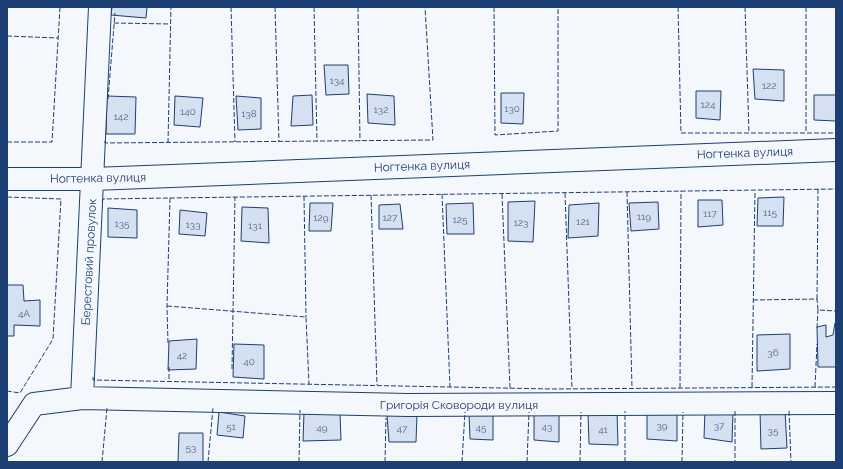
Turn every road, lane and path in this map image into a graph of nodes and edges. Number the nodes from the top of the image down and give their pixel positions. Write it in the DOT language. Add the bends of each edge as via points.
graph roads {
  1 [pos="100,7"];
  2 [pos="836,150"];
  3 [pos="7,179"];
  4 [pos="93,179"];
  5 [pos="82,398"];
  6 [pos="836,403"];
  7 [pos="7,445"];
  1 -- 4 [label="street, Берестовий провулок"];
  2 -- 4 [label="street, Ногтенка вулиця"];
  3 -- 4 [label="street, Ногтенка вулиця"];
  4 -- 5 [label="street, Берестовий провулок"];
  5 -- 6 [label="street, Григорія Сковороди вулиця" via="408,405"];
  5 -- 7 [label="street, Григорія Сковороди вулиця" via="34,404"];
}
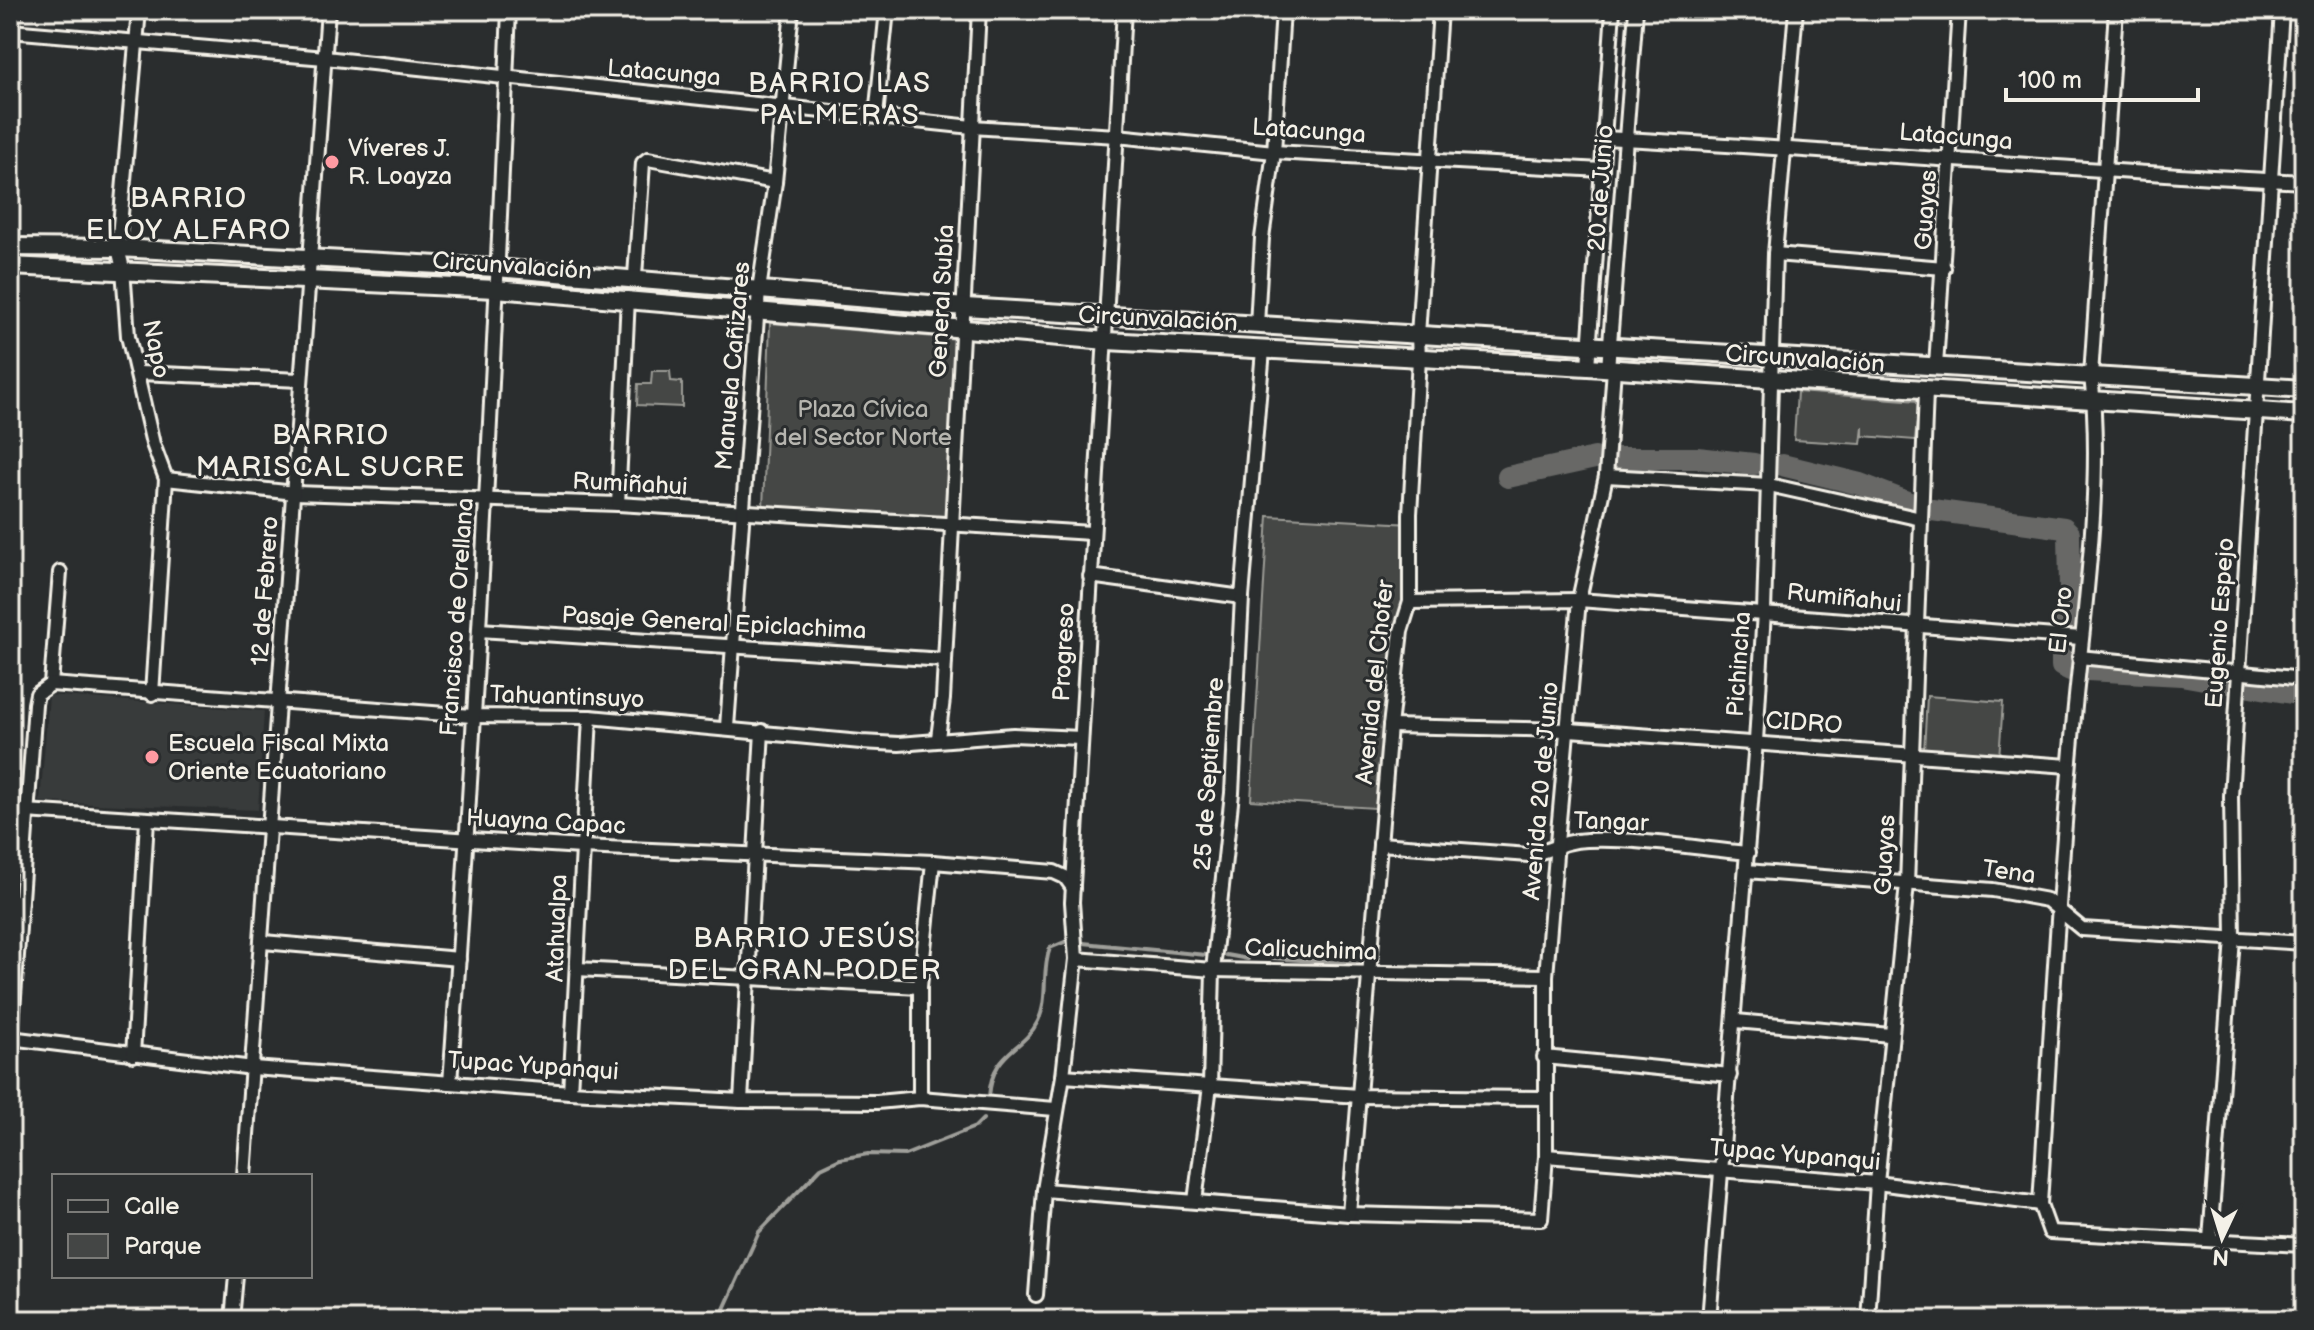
^^^^^^^^^^^^^^^^
**Task brief**
What is needed is an exact output of the records above, with every picture left out.

**Response to this exercise**
Turn every road, lane and path in this map image into a graph of nodes and edges. Number the nodes from the top of the image down and give their pixel positions. Write it in the DOT language. Add the bends of each edge as via points.
graph roads {
  1 [pos="100,7"];
  2 [pos="836,150"];
  3 [pos="7,179"];
  4 [pos="93,179"];
  5 [pos="82,398"];
  6 [pos="836,403"];
  7 [pos="7,445"];
  1 -- 4 [label="street, Берестовий провулок"];
  2 -- 4 [label="street, Ногтенка вулиця"];
  3 -- 4 [label="street, Ногтенка вулиця"];
  4 -- 5 [label="street, Берестовий провулок"];
  5 -- 6 [label="street, Григорія Сковороди вулиця" via="408,405"];
  5 -- 7 [label="street, Григорія Сковороди вулиця" via="34,404"];
}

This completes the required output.